**Stored data**
• • •

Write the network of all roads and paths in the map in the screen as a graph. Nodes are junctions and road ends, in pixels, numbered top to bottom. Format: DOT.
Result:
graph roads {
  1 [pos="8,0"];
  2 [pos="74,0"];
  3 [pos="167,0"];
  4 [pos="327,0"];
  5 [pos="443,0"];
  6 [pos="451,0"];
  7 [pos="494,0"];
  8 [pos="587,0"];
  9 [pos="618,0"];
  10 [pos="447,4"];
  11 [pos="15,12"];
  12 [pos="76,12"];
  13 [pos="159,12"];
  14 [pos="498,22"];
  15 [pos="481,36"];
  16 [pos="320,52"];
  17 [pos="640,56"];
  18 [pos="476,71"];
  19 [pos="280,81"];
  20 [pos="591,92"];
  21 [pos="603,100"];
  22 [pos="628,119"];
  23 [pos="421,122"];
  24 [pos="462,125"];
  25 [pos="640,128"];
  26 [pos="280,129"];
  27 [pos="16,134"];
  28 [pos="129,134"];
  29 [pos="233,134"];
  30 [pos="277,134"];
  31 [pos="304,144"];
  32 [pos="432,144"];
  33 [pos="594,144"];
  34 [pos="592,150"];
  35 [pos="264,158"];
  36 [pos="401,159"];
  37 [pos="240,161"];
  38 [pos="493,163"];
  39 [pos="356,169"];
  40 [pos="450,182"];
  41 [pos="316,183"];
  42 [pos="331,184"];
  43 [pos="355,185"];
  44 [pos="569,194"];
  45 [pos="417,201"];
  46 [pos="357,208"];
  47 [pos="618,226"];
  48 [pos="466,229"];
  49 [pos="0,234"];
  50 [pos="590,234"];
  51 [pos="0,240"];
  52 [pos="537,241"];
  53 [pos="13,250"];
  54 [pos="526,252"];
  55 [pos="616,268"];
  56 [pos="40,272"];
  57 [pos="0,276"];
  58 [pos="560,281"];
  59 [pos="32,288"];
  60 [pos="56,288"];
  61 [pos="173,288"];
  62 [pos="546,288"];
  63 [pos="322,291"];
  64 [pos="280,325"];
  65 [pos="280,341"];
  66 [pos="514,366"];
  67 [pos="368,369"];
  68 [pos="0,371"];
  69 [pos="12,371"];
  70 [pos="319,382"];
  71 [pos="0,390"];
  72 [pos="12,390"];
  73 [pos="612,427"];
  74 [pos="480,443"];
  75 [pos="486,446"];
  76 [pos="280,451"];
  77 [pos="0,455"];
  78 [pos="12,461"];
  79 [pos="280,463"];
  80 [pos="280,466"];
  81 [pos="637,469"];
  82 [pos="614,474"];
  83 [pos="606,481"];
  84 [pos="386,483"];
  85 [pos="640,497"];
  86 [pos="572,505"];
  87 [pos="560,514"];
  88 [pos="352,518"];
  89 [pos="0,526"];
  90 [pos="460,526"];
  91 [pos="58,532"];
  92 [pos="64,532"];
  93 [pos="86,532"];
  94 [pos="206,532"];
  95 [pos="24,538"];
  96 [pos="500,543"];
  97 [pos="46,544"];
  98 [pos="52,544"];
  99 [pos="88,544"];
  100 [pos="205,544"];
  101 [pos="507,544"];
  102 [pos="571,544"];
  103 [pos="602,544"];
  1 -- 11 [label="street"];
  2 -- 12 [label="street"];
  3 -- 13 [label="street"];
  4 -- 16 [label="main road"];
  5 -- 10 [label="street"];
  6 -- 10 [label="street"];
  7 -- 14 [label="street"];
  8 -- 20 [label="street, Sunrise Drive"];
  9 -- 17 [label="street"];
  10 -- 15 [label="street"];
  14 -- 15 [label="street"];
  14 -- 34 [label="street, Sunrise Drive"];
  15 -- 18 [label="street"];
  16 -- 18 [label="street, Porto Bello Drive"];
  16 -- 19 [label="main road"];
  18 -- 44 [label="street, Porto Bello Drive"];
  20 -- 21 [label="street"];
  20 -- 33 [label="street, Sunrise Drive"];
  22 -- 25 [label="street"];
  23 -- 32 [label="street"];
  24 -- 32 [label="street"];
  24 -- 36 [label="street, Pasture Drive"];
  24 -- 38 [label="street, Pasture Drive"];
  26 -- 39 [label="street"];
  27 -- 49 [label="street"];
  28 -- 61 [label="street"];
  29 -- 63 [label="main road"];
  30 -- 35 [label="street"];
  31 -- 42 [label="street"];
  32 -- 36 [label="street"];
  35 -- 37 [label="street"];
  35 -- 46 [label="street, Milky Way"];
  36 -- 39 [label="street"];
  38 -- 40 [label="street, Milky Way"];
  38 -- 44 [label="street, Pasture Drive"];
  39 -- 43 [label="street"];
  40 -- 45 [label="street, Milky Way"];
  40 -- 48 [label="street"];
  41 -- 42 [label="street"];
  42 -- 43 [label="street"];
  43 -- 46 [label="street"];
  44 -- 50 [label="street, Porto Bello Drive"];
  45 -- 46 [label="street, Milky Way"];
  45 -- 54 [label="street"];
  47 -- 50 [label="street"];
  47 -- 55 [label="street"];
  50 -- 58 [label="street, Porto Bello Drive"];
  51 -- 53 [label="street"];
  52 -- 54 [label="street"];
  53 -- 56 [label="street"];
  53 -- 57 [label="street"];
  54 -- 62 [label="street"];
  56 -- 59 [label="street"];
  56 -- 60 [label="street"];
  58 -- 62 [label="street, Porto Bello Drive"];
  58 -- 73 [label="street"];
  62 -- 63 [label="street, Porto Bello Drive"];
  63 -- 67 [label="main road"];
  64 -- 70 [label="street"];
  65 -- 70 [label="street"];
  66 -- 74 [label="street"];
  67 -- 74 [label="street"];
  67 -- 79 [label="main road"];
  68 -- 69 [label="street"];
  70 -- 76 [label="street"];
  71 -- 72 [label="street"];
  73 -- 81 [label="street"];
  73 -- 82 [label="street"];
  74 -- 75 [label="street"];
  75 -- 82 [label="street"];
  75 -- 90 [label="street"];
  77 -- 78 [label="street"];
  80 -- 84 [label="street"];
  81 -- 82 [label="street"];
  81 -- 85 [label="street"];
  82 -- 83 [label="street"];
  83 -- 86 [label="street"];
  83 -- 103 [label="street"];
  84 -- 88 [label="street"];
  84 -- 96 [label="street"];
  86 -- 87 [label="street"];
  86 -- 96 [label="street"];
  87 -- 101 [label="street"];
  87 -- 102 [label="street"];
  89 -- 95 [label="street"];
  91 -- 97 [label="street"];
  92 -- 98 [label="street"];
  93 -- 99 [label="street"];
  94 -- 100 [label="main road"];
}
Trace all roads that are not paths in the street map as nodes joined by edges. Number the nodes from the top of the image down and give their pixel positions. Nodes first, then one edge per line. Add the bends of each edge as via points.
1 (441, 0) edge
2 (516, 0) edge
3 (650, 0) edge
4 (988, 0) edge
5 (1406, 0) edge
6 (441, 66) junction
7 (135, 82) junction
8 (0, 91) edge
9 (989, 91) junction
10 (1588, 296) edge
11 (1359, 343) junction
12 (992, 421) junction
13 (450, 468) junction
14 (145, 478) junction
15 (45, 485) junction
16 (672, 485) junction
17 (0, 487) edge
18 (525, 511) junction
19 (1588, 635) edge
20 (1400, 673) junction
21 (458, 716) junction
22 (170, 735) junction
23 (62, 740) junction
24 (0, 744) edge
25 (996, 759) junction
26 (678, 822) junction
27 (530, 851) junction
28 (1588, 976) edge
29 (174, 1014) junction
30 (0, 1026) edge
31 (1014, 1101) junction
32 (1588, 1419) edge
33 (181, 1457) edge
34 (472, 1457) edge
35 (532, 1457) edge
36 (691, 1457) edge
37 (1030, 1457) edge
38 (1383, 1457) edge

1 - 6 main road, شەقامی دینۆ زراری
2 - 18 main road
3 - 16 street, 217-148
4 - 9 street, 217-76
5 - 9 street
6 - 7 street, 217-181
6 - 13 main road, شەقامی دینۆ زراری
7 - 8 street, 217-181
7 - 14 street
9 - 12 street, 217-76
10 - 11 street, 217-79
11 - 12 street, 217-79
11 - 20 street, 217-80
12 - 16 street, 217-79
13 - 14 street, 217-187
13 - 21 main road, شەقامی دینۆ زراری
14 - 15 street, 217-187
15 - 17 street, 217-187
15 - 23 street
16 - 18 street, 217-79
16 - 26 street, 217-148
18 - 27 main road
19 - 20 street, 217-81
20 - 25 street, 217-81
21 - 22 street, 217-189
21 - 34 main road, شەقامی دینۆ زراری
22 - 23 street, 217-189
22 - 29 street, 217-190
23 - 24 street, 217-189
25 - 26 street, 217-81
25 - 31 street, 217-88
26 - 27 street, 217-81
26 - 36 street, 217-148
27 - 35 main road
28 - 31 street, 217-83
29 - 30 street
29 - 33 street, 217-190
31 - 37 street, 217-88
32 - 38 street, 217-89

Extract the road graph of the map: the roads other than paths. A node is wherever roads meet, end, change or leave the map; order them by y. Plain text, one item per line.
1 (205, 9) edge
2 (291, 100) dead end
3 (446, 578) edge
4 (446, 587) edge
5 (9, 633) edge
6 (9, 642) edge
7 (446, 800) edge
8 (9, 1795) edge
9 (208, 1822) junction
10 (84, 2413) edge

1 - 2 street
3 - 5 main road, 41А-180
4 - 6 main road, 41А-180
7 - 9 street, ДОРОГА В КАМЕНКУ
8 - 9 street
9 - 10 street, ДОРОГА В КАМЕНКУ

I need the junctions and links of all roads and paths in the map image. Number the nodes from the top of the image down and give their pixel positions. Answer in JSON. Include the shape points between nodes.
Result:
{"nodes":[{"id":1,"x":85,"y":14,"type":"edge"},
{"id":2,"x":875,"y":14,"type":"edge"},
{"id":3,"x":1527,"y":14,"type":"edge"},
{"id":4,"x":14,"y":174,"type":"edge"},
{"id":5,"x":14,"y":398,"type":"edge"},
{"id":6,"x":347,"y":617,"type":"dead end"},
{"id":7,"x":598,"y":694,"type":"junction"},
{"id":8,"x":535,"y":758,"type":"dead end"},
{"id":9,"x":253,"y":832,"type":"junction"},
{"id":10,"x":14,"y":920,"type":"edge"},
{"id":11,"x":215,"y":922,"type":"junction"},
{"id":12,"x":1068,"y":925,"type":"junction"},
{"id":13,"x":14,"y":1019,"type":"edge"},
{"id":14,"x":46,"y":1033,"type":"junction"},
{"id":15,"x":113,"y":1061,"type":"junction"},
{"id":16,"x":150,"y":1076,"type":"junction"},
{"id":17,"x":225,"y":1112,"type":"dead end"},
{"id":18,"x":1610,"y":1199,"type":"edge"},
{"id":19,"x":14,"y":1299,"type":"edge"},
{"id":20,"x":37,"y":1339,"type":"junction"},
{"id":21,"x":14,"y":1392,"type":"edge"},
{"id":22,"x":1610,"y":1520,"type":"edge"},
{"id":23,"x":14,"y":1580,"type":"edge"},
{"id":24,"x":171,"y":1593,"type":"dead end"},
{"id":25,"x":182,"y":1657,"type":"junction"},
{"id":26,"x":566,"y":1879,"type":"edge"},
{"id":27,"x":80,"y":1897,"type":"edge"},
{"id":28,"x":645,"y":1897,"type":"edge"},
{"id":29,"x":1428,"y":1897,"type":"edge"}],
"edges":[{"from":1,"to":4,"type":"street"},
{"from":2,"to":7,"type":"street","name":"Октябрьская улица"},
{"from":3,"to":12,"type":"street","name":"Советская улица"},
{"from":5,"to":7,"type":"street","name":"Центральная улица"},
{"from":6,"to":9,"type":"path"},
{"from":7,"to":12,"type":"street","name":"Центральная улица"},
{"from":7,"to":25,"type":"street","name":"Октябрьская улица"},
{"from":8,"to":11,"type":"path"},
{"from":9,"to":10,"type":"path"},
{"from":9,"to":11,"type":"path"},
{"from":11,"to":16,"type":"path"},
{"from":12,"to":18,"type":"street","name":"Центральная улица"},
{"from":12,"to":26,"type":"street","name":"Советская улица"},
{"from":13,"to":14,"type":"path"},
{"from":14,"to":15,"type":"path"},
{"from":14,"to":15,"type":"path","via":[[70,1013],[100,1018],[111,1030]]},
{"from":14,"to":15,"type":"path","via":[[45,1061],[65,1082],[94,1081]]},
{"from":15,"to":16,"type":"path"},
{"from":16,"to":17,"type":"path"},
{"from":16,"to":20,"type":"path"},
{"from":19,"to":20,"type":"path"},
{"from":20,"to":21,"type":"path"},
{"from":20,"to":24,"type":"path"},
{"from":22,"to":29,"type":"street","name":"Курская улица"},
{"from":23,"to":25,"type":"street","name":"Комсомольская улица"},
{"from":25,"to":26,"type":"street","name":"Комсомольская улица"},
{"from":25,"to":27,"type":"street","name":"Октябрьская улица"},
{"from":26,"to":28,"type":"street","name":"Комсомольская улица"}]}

• • •

**Task to carry out**
All lines carrying the word "Porto" must be copied from the data above.

**Final answer**
  16 -- 18 [label="street, Porto Bello Drive"];
  18 -- 44 [label="street, Porto Bello Drive"];
  44 -- 50 [label="street, Porto Bello Drive"];
  50 -- 58 [label="street, Porto Bello Drive"];
  58 -- 62 [label="street, Porto Bello Drive"];
  62 -- 63 [label="street, Porto Bello Drive"];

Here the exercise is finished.